How to Anchor a Boat in Deep Water (like the ocean)
When people find out that we make non-stop, multi-day passages offshore, inevitably someone with no sailing experience will ask, "How do you stop at night to sleep?" Or, "how do you anchor the boat in deep water?"
You can't anchor a boat if the water is deep. Because your anchor has to reach the bottom to stop the boat, if the water is too deep you can not anchor the boat.
But you can slow a boat down, and you can almost stop its forward motion. This is important for safety, so read on to learn a bit more about it.
Can You Anchor in the Ocean?
When we refer to "anchoring" a boat, we mean using an anchor tied to the boat to completely stop the motion of a boat. The anchor must touch the bottom for this to work. Not only must it touch the bottom, but you need some slack in the anchor rode (the rope or chain connecting the anchor to the boat) for the anchor to hold.
You can leave a well-anchored boat unattended, since it's not moving anywhere.
But the answer to anchoring the ocean is no, you can not anchor in water deeper than the length of your anchor rode, which is most of the open ocean. Not with a metal anchor, not with a "sea anchor." You cannot anchor a boat offshore in deep water. If you slow it with a sea anchor or by heaving to, you still need to keep a watch and you can't leave the boat.
How Deep Can You Anchor?
For good holding power, you want to let anchor rode from four to seven times the depth of the water. With all chain rodes, this can be closer to four. But rope/chain combination rodes need closer to seven times the depth.
For less than ideal conditions, you can use a lower scope ratio - we've spent the night on 3:1 scope in Bora Bora, when he had to anchor in 90+ feet of water for a night.

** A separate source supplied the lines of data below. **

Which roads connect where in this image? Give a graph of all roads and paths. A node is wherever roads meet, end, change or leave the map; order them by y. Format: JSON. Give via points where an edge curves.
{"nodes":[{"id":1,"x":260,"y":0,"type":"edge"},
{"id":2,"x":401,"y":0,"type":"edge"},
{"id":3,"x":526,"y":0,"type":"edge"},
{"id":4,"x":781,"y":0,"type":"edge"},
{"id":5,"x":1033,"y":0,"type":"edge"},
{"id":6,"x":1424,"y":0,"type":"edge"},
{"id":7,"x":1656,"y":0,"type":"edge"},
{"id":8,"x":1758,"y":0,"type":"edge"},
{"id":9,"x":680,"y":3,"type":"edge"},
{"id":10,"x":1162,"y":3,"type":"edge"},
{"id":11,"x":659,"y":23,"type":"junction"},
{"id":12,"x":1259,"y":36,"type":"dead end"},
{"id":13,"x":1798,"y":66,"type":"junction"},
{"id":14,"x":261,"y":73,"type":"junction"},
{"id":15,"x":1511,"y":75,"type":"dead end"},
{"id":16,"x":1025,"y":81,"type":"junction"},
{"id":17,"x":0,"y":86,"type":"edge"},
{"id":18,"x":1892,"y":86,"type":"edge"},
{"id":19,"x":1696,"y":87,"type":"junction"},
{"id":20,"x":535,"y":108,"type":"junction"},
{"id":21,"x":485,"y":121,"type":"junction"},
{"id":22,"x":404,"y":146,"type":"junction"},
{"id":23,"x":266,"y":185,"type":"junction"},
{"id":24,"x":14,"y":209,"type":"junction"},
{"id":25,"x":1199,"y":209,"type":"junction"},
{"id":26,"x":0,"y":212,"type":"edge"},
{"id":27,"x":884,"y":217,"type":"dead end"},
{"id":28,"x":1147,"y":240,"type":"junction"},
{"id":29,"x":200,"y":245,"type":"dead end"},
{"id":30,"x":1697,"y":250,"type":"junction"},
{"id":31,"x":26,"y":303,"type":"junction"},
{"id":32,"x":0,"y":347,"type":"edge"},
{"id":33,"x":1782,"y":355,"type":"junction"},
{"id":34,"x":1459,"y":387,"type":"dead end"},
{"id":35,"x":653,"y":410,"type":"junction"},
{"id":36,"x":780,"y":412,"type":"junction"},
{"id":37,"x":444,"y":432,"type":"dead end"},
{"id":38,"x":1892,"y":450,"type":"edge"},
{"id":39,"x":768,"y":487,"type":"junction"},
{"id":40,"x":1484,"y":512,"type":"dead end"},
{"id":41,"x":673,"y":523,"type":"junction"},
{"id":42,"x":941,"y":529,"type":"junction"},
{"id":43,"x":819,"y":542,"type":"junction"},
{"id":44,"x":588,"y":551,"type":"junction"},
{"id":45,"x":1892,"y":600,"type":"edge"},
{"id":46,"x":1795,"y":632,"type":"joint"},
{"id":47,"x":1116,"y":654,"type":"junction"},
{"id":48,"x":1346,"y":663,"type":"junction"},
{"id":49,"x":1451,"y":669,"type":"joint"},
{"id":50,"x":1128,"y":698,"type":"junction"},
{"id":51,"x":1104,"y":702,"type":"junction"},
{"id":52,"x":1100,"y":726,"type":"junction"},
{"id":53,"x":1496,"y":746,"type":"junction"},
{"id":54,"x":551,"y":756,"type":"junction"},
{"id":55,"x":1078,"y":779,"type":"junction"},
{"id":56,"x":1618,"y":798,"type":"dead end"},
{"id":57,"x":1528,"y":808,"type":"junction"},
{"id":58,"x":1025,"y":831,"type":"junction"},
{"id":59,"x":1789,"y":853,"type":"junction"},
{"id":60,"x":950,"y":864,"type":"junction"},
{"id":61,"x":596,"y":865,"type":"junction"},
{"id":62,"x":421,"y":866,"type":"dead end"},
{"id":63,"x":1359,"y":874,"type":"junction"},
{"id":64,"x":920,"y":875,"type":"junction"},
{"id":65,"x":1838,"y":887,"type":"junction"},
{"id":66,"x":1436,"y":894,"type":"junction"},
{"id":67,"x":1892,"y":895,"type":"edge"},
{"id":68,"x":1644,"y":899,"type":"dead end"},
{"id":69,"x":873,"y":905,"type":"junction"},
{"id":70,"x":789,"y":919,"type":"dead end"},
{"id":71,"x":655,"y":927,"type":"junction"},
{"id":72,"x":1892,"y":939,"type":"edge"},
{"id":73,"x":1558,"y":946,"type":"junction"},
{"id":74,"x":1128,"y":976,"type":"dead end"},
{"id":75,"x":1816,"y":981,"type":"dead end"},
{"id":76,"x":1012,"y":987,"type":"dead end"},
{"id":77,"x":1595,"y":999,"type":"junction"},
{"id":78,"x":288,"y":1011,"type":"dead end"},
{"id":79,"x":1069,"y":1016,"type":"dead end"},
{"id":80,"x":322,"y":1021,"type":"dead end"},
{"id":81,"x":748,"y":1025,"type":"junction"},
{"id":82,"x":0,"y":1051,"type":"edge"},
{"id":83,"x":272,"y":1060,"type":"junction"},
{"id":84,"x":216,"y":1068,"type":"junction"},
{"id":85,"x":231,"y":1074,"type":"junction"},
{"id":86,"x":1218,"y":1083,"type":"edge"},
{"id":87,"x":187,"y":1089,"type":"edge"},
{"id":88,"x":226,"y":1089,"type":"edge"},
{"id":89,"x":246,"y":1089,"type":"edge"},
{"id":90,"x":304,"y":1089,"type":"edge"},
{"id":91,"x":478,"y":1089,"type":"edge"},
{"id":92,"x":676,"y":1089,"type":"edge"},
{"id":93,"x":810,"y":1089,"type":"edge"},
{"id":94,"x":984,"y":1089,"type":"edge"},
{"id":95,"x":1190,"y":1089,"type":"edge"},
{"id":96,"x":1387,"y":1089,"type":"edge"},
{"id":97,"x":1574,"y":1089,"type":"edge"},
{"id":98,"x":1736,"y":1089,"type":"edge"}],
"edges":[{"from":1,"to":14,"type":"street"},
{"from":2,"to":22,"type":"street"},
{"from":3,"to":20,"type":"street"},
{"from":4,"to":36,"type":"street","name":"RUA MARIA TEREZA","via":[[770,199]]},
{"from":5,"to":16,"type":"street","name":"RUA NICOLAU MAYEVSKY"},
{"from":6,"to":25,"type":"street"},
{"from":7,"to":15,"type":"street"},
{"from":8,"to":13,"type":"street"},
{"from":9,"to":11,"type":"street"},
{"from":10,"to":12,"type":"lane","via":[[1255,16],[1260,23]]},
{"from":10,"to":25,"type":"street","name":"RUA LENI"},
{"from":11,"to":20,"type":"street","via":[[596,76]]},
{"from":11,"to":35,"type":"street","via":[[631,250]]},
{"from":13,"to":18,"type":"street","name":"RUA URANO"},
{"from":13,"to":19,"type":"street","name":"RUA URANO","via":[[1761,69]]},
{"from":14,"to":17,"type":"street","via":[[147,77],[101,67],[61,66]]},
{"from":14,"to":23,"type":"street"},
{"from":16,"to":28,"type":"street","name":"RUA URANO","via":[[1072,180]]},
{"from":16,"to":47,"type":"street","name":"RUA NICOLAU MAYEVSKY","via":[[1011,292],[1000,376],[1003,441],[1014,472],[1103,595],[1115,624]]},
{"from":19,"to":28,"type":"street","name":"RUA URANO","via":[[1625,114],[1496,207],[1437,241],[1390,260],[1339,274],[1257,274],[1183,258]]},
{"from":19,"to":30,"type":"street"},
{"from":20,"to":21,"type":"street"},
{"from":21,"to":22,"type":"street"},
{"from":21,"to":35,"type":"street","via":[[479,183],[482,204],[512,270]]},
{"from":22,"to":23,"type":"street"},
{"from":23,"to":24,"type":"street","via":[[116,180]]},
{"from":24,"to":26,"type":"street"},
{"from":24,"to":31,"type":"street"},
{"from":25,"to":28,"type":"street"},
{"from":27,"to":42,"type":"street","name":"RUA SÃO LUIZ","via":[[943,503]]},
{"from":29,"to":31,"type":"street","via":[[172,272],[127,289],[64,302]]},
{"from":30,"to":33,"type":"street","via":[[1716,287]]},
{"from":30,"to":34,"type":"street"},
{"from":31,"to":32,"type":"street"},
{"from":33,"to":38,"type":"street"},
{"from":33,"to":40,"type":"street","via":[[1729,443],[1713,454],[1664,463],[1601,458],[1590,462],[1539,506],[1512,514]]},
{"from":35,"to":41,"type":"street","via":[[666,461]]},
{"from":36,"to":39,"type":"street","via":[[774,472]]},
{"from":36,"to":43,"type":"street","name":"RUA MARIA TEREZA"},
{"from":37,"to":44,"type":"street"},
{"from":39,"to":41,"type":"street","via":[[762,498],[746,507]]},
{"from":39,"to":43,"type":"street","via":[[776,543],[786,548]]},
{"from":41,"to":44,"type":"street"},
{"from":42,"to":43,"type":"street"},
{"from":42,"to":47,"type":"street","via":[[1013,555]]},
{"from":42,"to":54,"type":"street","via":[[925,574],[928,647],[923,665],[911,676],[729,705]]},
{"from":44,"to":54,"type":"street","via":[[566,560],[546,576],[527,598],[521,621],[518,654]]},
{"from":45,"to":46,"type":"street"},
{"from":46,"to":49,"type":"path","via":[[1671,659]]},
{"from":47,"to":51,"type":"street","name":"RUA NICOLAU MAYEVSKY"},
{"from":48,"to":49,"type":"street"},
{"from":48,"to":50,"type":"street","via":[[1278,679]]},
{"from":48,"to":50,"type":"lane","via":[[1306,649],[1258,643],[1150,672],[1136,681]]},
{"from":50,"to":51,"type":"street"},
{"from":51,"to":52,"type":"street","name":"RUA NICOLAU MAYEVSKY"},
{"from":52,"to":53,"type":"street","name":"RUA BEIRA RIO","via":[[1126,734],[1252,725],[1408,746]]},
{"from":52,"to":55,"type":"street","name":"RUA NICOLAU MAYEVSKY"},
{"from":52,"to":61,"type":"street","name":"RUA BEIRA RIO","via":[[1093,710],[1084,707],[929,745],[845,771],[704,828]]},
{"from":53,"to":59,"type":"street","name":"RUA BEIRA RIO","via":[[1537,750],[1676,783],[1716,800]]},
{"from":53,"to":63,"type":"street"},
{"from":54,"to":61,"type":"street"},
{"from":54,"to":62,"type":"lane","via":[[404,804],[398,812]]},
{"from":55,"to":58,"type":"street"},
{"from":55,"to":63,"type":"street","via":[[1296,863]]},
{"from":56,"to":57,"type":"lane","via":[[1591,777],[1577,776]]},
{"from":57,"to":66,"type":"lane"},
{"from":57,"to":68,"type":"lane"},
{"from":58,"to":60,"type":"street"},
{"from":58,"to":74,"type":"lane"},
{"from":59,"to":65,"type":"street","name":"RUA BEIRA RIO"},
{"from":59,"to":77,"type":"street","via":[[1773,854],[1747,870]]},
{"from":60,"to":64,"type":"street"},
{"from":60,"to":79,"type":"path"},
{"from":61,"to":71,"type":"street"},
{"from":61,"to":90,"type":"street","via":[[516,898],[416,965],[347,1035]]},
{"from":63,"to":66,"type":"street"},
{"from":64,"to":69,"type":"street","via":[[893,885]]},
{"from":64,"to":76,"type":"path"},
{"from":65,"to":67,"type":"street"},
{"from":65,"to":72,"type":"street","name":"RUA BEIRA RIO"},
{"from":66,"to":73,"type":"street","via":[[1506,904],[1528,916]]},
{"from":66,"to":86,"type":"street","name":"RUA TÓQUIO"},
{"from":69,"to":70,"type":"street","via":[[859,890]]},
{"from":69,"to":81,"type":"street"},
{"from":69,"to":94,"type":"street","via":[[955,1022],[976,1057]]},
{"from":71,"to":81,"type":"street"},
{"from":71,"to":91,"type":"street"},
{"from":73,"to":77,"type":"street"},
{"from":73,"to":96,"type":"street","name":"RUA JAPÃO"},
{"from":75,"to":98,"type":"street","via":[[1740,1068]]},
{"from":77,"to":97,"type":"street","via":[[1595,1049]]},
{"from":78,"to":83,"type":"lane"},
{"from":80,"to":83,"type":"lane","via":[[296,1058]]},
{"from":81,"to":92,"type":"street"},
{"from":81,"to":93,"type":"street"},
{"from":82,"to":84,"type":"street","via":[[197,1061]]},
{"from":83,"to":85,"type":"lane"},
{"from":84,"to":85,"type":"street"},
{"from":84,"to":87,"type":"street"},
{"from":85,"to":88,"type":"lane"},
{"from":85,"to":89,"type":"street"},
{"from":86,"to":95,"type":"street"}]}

In emergencies - such as keeping the boat from going ashore during an engine failure or other problem where you lose control of the boat, you may be forced to use less.
But practically , with all chain, the deepest you can anchor is a water depth 1/3 the length of your rode. With rope chain, it's 1/4 the length for a 4:1 ratio. That is for mild conditions, with light winds and no bad weather.
When we had 300' of chain in Bora Bora, our maximum depth was 100'. Though we really prefer to anchor in a lot less, and anything over 70' gives us pause and we don’t sleep well.
What is a Sea Anchor?
A sea anchor is a bit of a misnomer, because it isn't a true anchor. It's a device to slow a boat down. Most sea anchors are like underwater parachutes, though they may also be drogues in various configurations like towable cones or cups.
These devices are very hard to drag through the water. When you deploy one off the boat, it slows the boat down, but because it increases drag through the water. It can't actually stop a boat dead like dropping an anchor on to the bottom.
When would you use a sea anchor?
Sea anchors are tools in a storm management strategy. One danger of storms is high winds, and a boat in a big blow can get moving quickly. Even with bare poles, tropical storm force winds will move a boat at high enough speeds to risk losing control or wiping out. Coupled with enormous waves, out-of-control speeds compound the danger or getting rolled or swamped.
The sea anchor slows the boat down, taking several knots off the storm driven speed and restoring more control to the skipper. Used with heaving to, a storm anchor can slow a boat down to a slow drift of less than a few knots. This is one popular technique for riding out storms at sea.
Are there other ways to stop/slow the boat?
Heaving to is setting up your rudder and your sails with opposing forces to settle the boat into a comfortable, slow motion where she is barely drifting downwind instead of sailing quickly. It's a handy technique that all sailors should learn, because it can give you a break in nasty weather to rest and make repairs.
While the boat doesn't stay still, it won't heel and slam the same way it does sailing upwind, and you can go out on deck and deal with problems, or sleep and shower down below to get rest from fighting a blow. We like to heave to if we arrive at a new harbor at night, because we don't like to enter new harbors in the dark for the first time.
When you're ready to stop sailing and there's no place to anchor, it's an excellent technique to slow the boat to a crawl and catch your breath.
How do you Anchor in Deep Water?
Deep water anchoring isn't that different from shallow water anchoring, except you may need to use less rode than you'd like if it's too deep for proper scope.
Anchoring in water deeper than thirty feet, there are techniques you can use to get a better set. The risk in deep water is piling the chain up on the bottom before you've set the anchor, since the hook may not set properly.
To avoid this, look at our article on How to Anchor a Boat, in particular section 5 - "Drop it and Set it" and "The Drop" and "The Set" subsections. This describes the detailed steps to set your anchor well.
Dropping properly in deep water is the key to getting a proper set. In shallow water, you can just drift back on your anchor rode, then reverse to set it. There's little enough chain out that it won't make a pile on the bottom to worry about.
But in deeper water, it pays to only let out about three times the water depth or less, and drift back on it to stretch out the rode until you feel the anchor catch. Then you reverse back on it to get a good an initial set.
Only once you've done that initial set do you let the rest of the scope out, back down hard, and snub up/tie off the rode.